Data listing

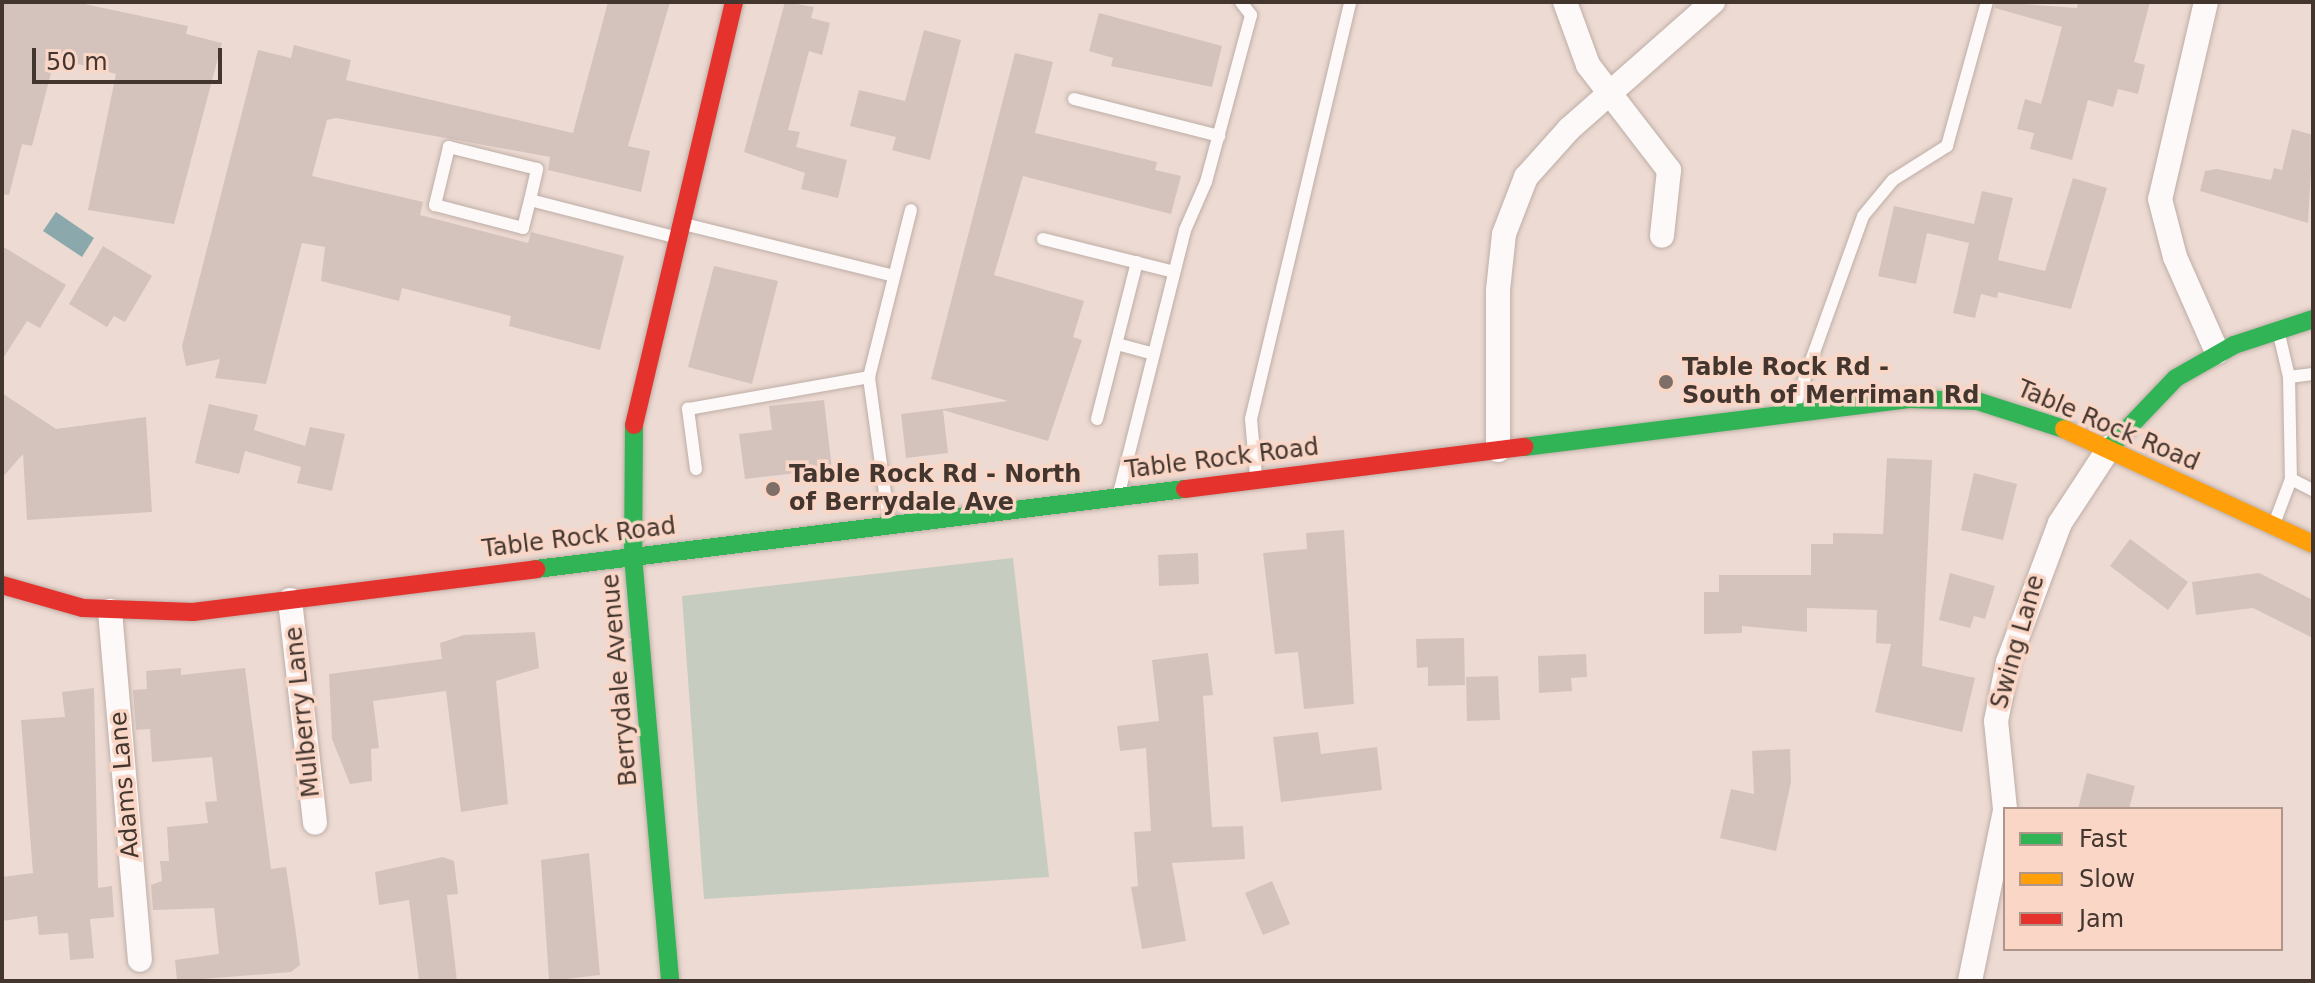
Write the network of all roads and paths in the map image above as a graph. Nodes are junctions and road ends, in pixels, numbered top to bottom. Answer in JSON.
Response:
{"nodes":[{"id":1,"x":734,"y":2,"type":"edge"},
{"id":2,"x":1241,"y":2,"type":"edge"},
{"id":3,"x":1350,"y":2,"type":"edge"},
{"id":4,"x":1565,"y":2,"type":"edge"},
{"id":5,"x":1713,"y":2,"type":"edge"},
{"id":6,"x":1987,"y":2,"type":"edge"},
{"id":7,"x":2206,"y":2,"type":"edge"},
{"id":8,"x":1612,"y":93,"type":"junction"},
{"id":9,"x":1074,"y":99,"type":"dead end"},
{"id":10,"x":1219,"y":136,"type":"junction"},
{"id":11,"x":530,"y":200,"type":"junction"},
{"id":12,"x":911,"y":210,"type":"dead end"},
{"id":13,"x":676,"y":229,"type":"junction"},
{"id":14,"x":1662,"y":236,"type":"dead end"},
{"id":15,"x":1043,"y":239,"type":"dead end"},
{"id":16,"x":1137,"y":262,"type":"junction"},
{"id":17,"x":1174,"y":272,"type":"junction"},
{"id":18,"x":894,"y":276,"type":"junction"},
{"id":19,"x":2313,"y":319,"type":"edge"},
{"id":20,"x":2279,"y":331,"type":"junction"},
{"id":21,"x":1117,"y":344,"type":"junction"},
{"id":22,"x":2217,"y":352,"type":"junction"},
{"id":23,"x":1154,"y":354,"type":"junction"},
{"id":24,"x":2313,"y":374,"type":"edge"},
{"id":25,"x":869,"y":377,"type":"junction"},
{"id":26,"x":2289,"y":377,"type":"junction"},
{"id":27,"x":1792,"y":414,"type":"junction"},
{"id":28,"x":1097,"y":419,"type":"dead end"},
{"id":29,"x":2110,"y":447,"type":"junction"},
{"id":30,"x":1498,"y":450,"type":"junction"},
{"id":31,"x":696,"y":469,"type":"dead end"},
{"id":32,"x":1256,"y":479,"type":"junction"},
{"id":33,"x":2291,"y":479,"type":"junction"},
{"id":34,"x":2313,"y":490,"type":"edge"},
{"id":35,"x":1118,"y":496,"type":"junction"},
{"id":36,"x":889,"y":525,"type":"junction"},
{"id":37,"x":2273,"y":526,"type":"junction"},
{"id":38,"x":2313,"y":544,"type":"edge"},
{"id":39,"x":633,"y":556,"type":"junction"},
{"id":40,"x":2,"y":585,"type":"edge"},
{"id":41,"x":290,"y":600,"type":"junction"},
{"id":42,"x":110,"y":611,"type":"junction"},
{"id":43,"x":2005,"y":807,"type":"edge"},
{"id":44,"x":2003,"y":820,"type":"edge"},
{"id":45,"x":315,"y":823,"type":"dead end"},
{"id":46,"x":140,"y":960,"type":"dead end"},
{"id":47,"x":670,"y":981,"type":"edge"},
{"id":48,"x":1970,"y":981,"type":"edge"}],
"edges":[{"from":1,"to":13,"type":"main road","name":"Berrydale Avenue"},
{"from":2,"to":10,"type":"lane"},
{"from":3,"to":32,"type":"lane"},
{"from":4,"to":8,"type":"street"},
{"from":5,"to":8,"type":"street"},
{"from":6,"to":27,"type":"lane"},
{"from":7,"to":22,"type":"street"},
{"from":8,"to":14,"type":"street"},
{"from":8,"to":30,"type":"street"},
{"from":9,"to":10,"type":"lane"},
{"from":10,"to":17,"type":"lane"},
{"from":11,"to":11,"type":"lane"},
{"from":11,"to":13,"type":"lane"},
{"from":12,"to":18,"type":"lane"},
{"from":13,"to":18,"type":"lane"},
{"from":13,"to":39,"type":"main road","name":"Berrydale Avenue"},
{"from":15,"to":16,"type":"lane"},
{"from":16,"to":17,"type":"lane"},
{"from":16,"to":21,"type":"lane"},
{"from":17,"to":23,"type":"lane"},
{"from":18,"to":25,"type":"lane"},
{"from":19,"to":20,"type":"main road"},
{"from":20,"to":22,"type":"main road"},
{"from":20,"to":26,"type":"lane"},
{"from":21,"to":23,"type":"lane"},
{"from":21,"to":28,"type":"lane"},
{"from":22,"to":29,"type":"main road"},
{"from":23,"to":35,"type":"lane"},
{"from":24,"to":26,"type":"lane"},
{"from":25,"to":31,"type":"lane"},
{"from":25,"to":36,"type":"lane"},
{"from":26,"to":33,"type":"lane"},
{"from":27,"to":29,"type":"main road","name":"Table Rock Road"},
{"from":27,"to":30,"type":"main road","name":"Table Rock Road"},
{"from":29,"to":37,"type":"main road","name":"Table Rock Road"},
{"from":29,"to":43,"type":"street","name":"Swing Lane"},
{"from":30,"to":32,"type":"main road","name":"Table Rock Road"},
{"from":32,"to":35,"type":"main road","name":"Table Rock Road"},
{"from":33,"to":34,"type":"lane"},
{"from":33,"to":37,"type":"lane"},
{"from":35,"to":36,"type":"main road","name":"Table Rock Road"},
{"from":36,"to":39,"type":"main road","name":"Table Rock Road"},
{"from":37,"to":38,"type":"main road","name":"Table Rock Road"},
{"from":39,"to":41,"type":"main road","name":"Table Rock Road"},
{"from":39,"to":47,"type":"main road","name":"Berrydale Avenue"},
{"from":40,"to":42,"type":"main road","name":"Table Rock Road"},
{"from":41,"to":42,"type":"main road","name":"Table Rock Road"},
{"from":41,"to":45,"type":"street","name":"Mulberry Lane"},
{"from":42,"to":46,"type":"street","name":"Adams Lane"},
{"from":44,"to":48,"type":"street","name":"Swing Lane"}]}
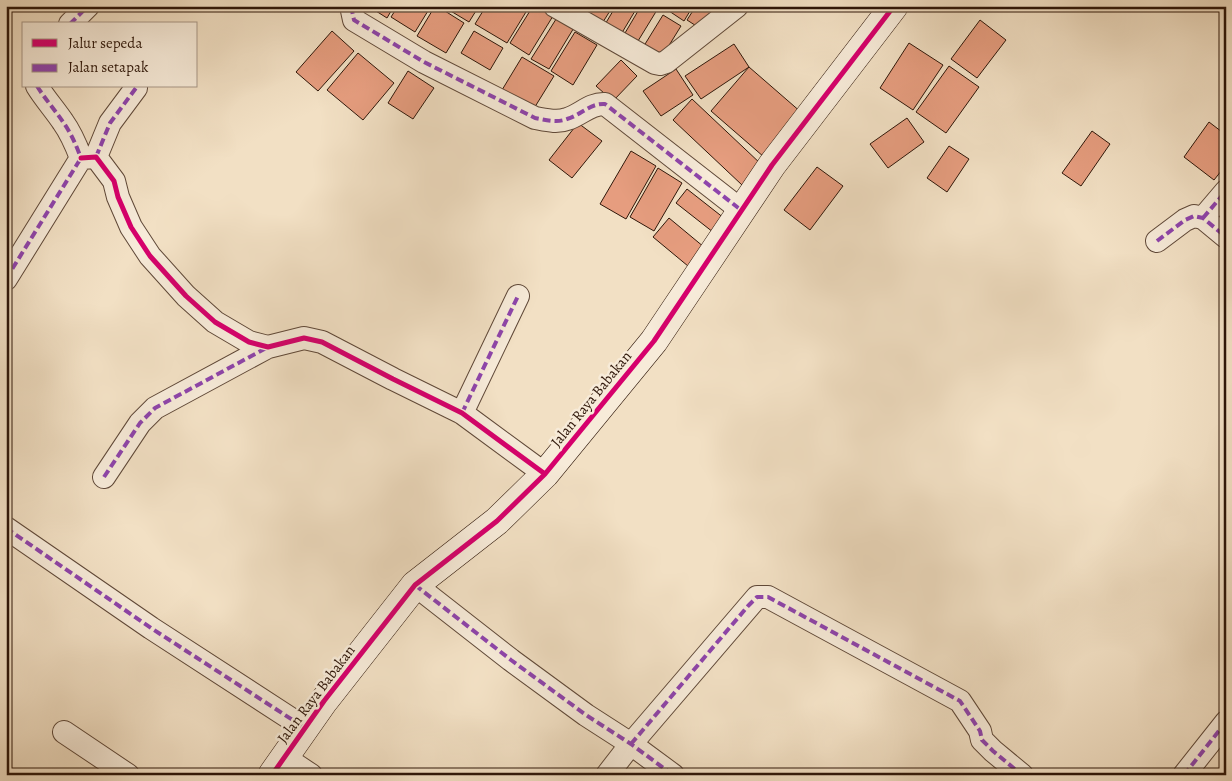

Problem to work on
Set down the data again, exactly, without images.

Reply
Write the network of all roads and paths in the map image above as a graph. Nodes are junctions and road ends, in pixels, numbered top to bottom. Answer in JSON.
Response:
{"nodes":[{"id":1,"x":734,"y":2,"type":"edge"},
{"id":2,"x":1241,"y":2,"type":"edge"},
{"id":3,"x":1350,"y":2,"type":"edge"},
{"id":4,"x":1565,"y":2,"type":"edge"},
{"id":5,"x":1713,"y":2,"type":"edge"},
{"id":6,"x":1987,"y":2,"type":"edge"},
{"id":7,"x":2206,"y":2,"type":"edge"},
{"id":8,"x":1612,"y":93,"type":"junction"},
{"id":9,"x":1074,"y":99,"type":"dead end"},
{"id":10,"x":1219,"y":136,"type":"junction"},
{"id":11,"x":530,"y":200,"type":"junction"},
{"id":12,"x":911,"y":210,"type":"dead end"},
{"id":13,"x":676,"y":229,"type":"junction"},
{"id":14,"x":1662,"y":236,"type":"dead end"},
{"id":15,"x":1043,"y":239,"type":"dead end"},
{"id":16,"x":1137,"y":262,"type":"junction"},
{"id":17,"x":1174,"y":272,"type":"junction"},
{"id":18,"x":894,"y":276,"type":"junction"},
{"id":19,"x":2313,"y":319,"type":"edge"},
{"id":20,"x":2279,"y":331,"type":"junction"},
{"id":21,"x":1117,"y":344,"type":"junction"},
{"id":22,"x":2217,"y":352,"type":"junction"},
{"id":23,"x":1154,"y":354,"type":"junction"},
{"id":24,"x":2313,"y":374,"type":"edge"},
{"id":25,"x":869,"y":377,"type":"junction"},
{"id":26,"x":2289,"y":377,"type":"junction"},
{"id":27,"x":1792,"y":414,"type":"junction"},
{"id":28,"x":1097,"y":419,"type":"dead end"},
{"id":29,"x":2110,"y":447,"type":"junction"},
{"id":30,"x":1498,"y":450,"type":"junction"},
{"id":31,"x":696,"y":469,"type":"dead end"},
{"id":32,"x":1256,"y":479,"type":"junction"},
{"id":33,"x":2291,"y":479,"type":"junction"},
{"id":34,"x":2313,"y":490,"type":"edge"},
{"id":35,"x":1118,"y":496,"type":"junction"},
{"id":36,"x":889,"y":525,"type":"junction"},
{"id":37,"x":2273,"y":526,"type":"junction"},
{"id":38,"x":2313,"y":544,"type":"edge"},
{"id":39,"x":633,"y":556,"type":"junction"},
{"id":40,"x":2,"y":585,"type":"edge"},
{"id":41,"x":290,"y":600,"type":"junction"},
{"id":42,"x":110,"y":611,"type":"junction"},
{"id":43,"x":2005,"y":807,"type":"edge"},
{"id":44,"x":2003,"y":820,"type":"edge"},
{"id":45,"x":315,"y":823,"type":"dead end"},
{"id":46,"x":140,"y":960,"type":"dead end"},
{"id":47,"x":670,"y":981,"type":"edge"},
{"id":48,"x":1970,"y":981,"type":"edge"}],
"edges":[{"from":1,"to":13,"type":"main road","name":"Berrydale Avenue"},
{"from":2,"to":10,"type":"lane"},
{"from":3,"to":32,"type":"lane"},
{"from":4,"to":8,"type":"street"},
{"from":5,"to":8,"type":"street"},
{"from":6,"to":27,"type":"lane"},
{"from":7,"to":22,"type":"street"},
{"from":8,"to":14,"type":"street"},
{"from":8,"to":30,"type":"street"},
{"from":9,"to":10,"type":"lane"},
{"from":10,"to":17,"type":"lane"},
{"from":11,"to":11,"type":"lane"},
{"from":11,"to":13,"type":"lane"},
{"from":12,"to":18,"type":"lane"},
{"from":13,"to":18,"type":"lane"},
{"from":13,"to":39,"type":"main road","name":"Berrydale Avenue"},
{"from":15,"to":16,"type":"lane"},
{"from":16,"to":17,"type":"lane"},
{"from":16,"to":21,"type":"lane"},
{"from":17,"to":23,"type":"lane"},
{"from":18,"to":25,"type":"lane"},
{"from":19,"to":20,"type":"main road"},
{"from":20,"to":22,"type":"main road"},
{"from":20,"to":26,"type":"lane"},
{"from":21,"to":23,"type":"lane"},
{"from":21,"to":28,"type":"lane"},
{"from":22,"to":29,"type":"main road"},
{"from":23,"to":35,"type":"lane"},
{"from":24,"to":26,"type":"lane"},
{"from":25,"to":31,"type":"lane"},
{"from":25,"to":36,"type":"lane"},
{"from":26,"to":33,"type":"lane"},
{"from":27,"to":29,"type":"main road","name":"Table Rock Road"},
{"from":27,"to":30,"type":"main road","name":"Table Rock Road"},
{"from":29,"to":37,"type":"main road","name":"Table Rock Road"},
{"from":29,"to":43,"type":"street","name":"Swing Lane"},
{"from":30,"to":32,"type":"main road","name":"Table Rock Road"},
{"from":32,"to":35,"type":"main road","name":"Table Rock Road"},
{"from":33,"to":34,"type":"lane"},
{"from":33,"to":37,"type":"lane"},
{"from":35,"to":36,"type":"main road","name":"Table Rock Road"},
{"from":36,"to":39,"type":"main road","name":"Table Rock Road"},
{"from":37,"to":38,"type":"main road","name":"Table Rock Road"},
{"from":39,"to":41,"type":"main road","name":"Table Rock Road"},
{"from":39,"to":47,"type":"main road","name":"Berrydale Avenue"},
{"from":40,"to":42,"type":"main road","name":"Table Rock Road"},
{"from":41,"to":42,"type":"main road","name":"Table Rock Road"},
{"from":41,"to":45,"type":"street","name":"Mulberry Lane"},
{"from":42,"to":46,"type":"street","name":"Adams Lane"},
{"from":44,"to":48,"type":"street","name":"Swing Lane"}]}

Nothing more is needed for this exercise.